I was telling her, It’s not like this is the first time I’ve been mentioned in the Times. The clippings are buried in my files, but I recall one major article from somewhere around twenty years ago, and at least a few times got a nod in the annual Travel round-up they do about visiting San Francisco.

The very first article in 1981, though, that was a landmark moment. You’ve never been mentioned in the Times, and now you have — journal-of-record stuff. I appreciate every return to those pages, but you can’t beat the thrill of that initial coverage by John Justice.

A year ago or so I was surfing around the web and found that the Times had put that first write-up online in kind of a retro archive, and figured I could link to it someday — another appearance in the newspaper now making a good excuse.

Now, I know I’m going to regret doing this link, at least a little bit — because inevitably someone is going to think the info from 1981 is the current scoop. No, that was 33 years ago, people. The phone number is long dead, the phone itself abandoned somewhere down the years, with the number living on as a voicemail nodule somewhere in the vaults of PacBell until it too got dropped. The addy in 537 Jones Street (the Continental Mail Service — Continental, get it?) was ditched, too, years back. The rates, the schedule — anything mentioned is all history now.
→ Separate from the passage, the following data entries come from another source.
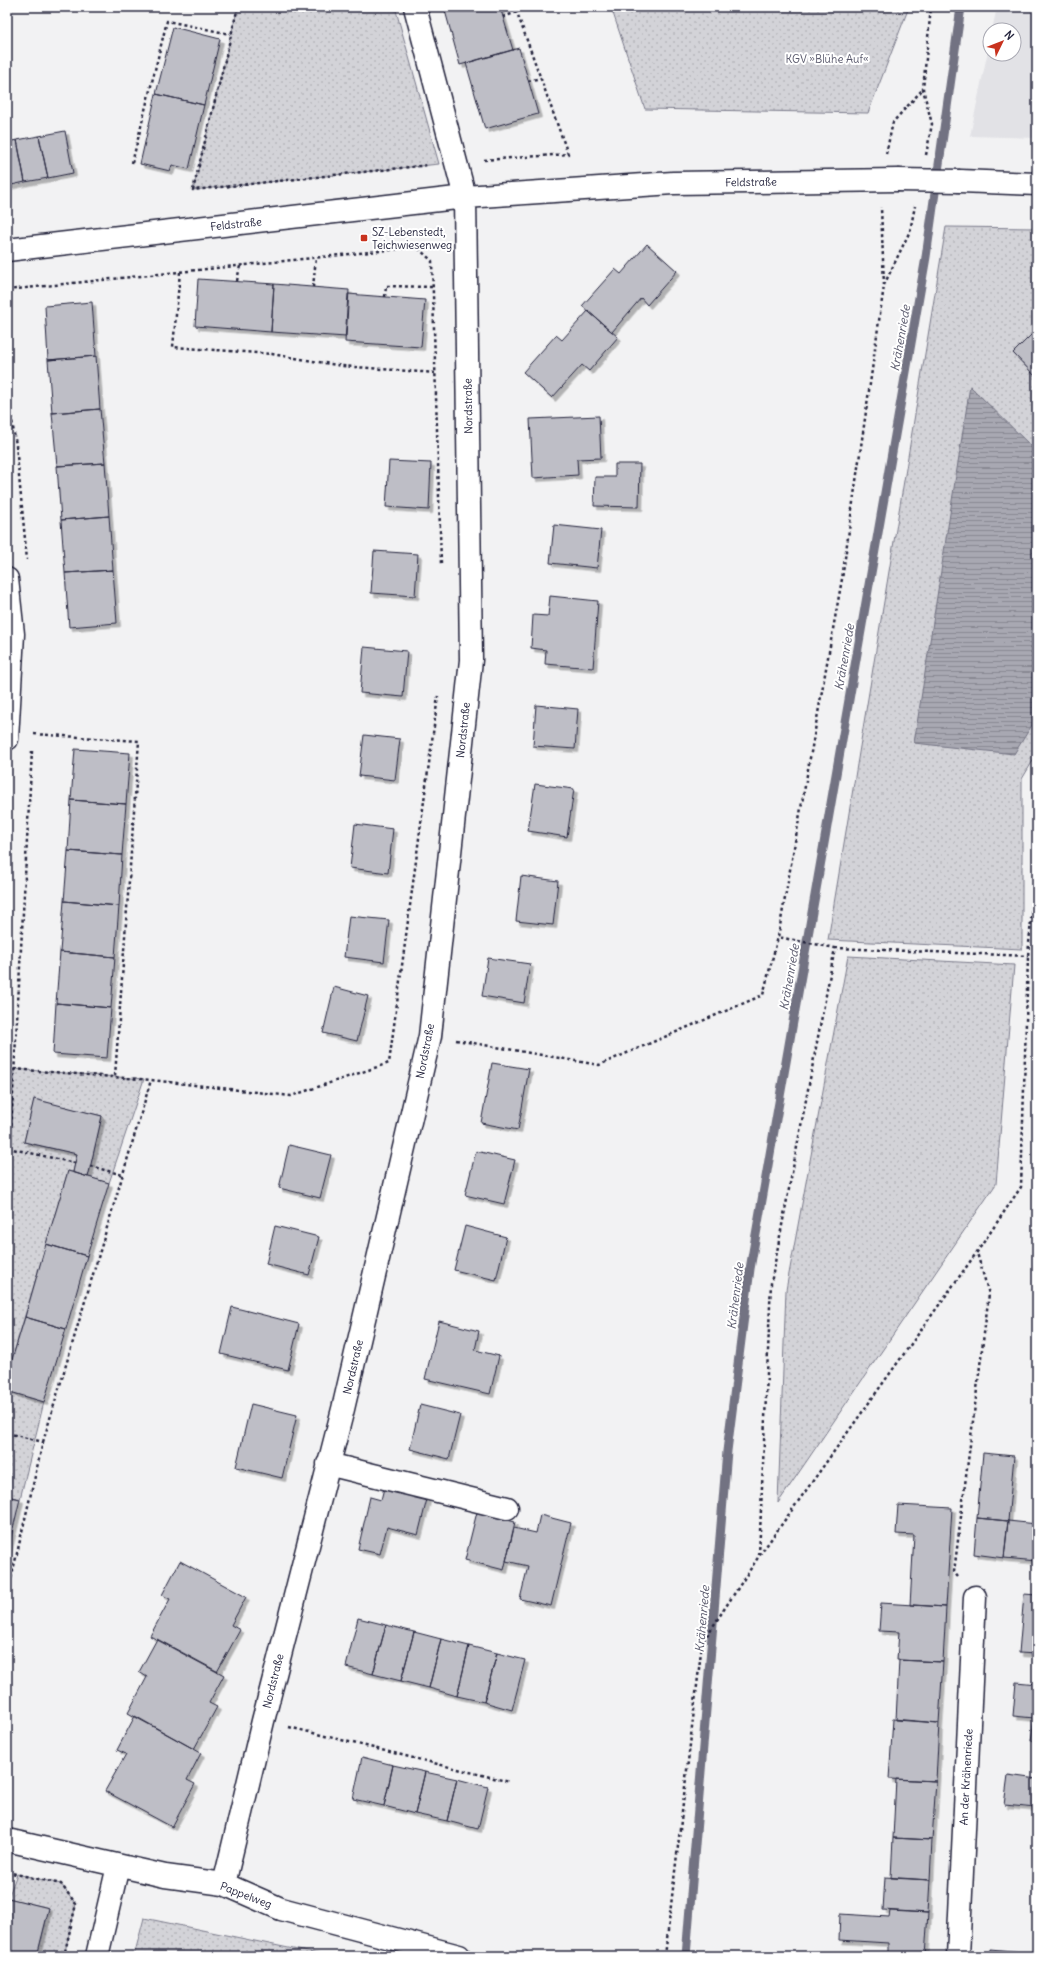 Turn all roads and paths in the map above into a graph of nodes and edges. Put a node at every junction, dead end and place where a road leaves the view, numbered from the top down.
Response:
1 (238, 7) edge
2 (415, 7) edge
3 (515, 7) edge
4 (931, 7) edge
5 (517, 12) junction
6 (503, 16) dead end
7 (230, 34) junction
8 (541, 78) junction
9 (528, 81) dead end
10 (482, 160) dead end
11 (132, 163) dead end
12 (431, 165) dead end
13 (889, 180) junction
14 (1037, 184) edge
15 (465, 197) junction
16 (7, 250) edge
17 (316, 258) junction
18 (240, 266) junction
19 (180, 272) junction
20 (237, 281) dead end
21 (313, 287) dead end
22 (432, 287) junction
23 (7, 290) edge
24 (385, 297) dead end
25 (435, 373) junction
26 (7, 392) edge
27 (28, 567) dead end
28 (441, 569) dead end
29 (7, 579) edge
30 (438, 694) dead end
31 (33, 726) dead end
32 (33, 734) junction
33 (7, 739) edge
34 (33, 742) dead end
35 (32, 750) dead end
36 (1037, 897) edge
37 (778, 937) junction
38 (835, 948) junction
39 (1028, 956) junction
40 (430, 1036) junction
41 (14, 1069) junction
42 (115, 1076) junction
43 (151, 1080) junction
44 (8, 1148) edge
45 (7, 1155) edge
46 (75, 1163) dead end
47 (90, 1166) dead end
48 (123, 1175) junction
49 (977, 1252) junction
50 (7, 1433) edge
51 (43, 1442) junction
52 (328, 1464) junction
53 (507, 1508) dead end
54 (759, 1556) junction
55 (7, 1596) edge
56 (975, 1598) joint
57 (263, 1721) junction
58 (510, 1782) dead end
59 (7, 1840) edge
60 (118, 1866) junction
61 (8, 1872) edge
62 (7, 1881) edge
63 (224, 1884) junction
64 (64, 1956) edge
65 (97, 1956) edge
66 (459, 1956) edge
67 (665, 1956) edge
68 (958, 1956) edge

1 - 7 path
2 - 15 street
3 - 5 path
4 - 13 path
5 - 6 path
5 - 8 path
7 - 11 path
7 - 12 path
8 - 9 path
8 - 10 path
13 - 14 street, Feldstraße, bridge
13 - 15 street, Feldstraße
13 - 37 path
15 - 16 street, Feldstraße
15 - 40 street, Nordstraße
17 - 18 path
17 - 21 path
17 - 22 path
18 - 19 path
18 - 20 path
19 - 23 path
19 - 25 path
22 - 24 path
22 - 25 path
25 - 28 path
26 - 27 path
29 - 33 street
30 - 43 path
31 - 32 path
32 - 34 path
32 - 42 path
35 - 41 path
36 - 39 path
37 - 38 path
37 - 40 path
38 - 39 path
38 - 54 path
39 - 49 path
40 - 52 street, Nordstraße
41 - 42 path
41 - 44 path
42 - 43 path
43 - 48 path
44 - 45 path
44 - 46 path
47 - 48 path
48 - 51 path
49 - 54 path
49 - 56 path
50 - 51 path
51 - 55 path
52 - 53 street
52 - 57 street, Nordstraße
54 - 67 path
56 - 68 street, An der Krähenriede
57 - 58 path
57 - 63 street, Nordstraße
59 - 60 street, Pappelweg
60 - 63 street, Pappelweg
60 - 65 street
61 - 62 path
61 - 64 path
63 - 66 street, Pappelweg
Some words got left out of the original print version — the “soaked research into low-life dives” should be “booze-soaked research” (I believe Dan Saltzstein also has reference to that activity in the most recent Times bit — some things never change).

And the version archived online merely lists Illustrations: drawing. The 1981 appearance featured a nice illo by Bob Gale, shown at the top of this post. I guess my files are better than those of the Times on some things, at least on the history of the Dashiell Hammett Tour.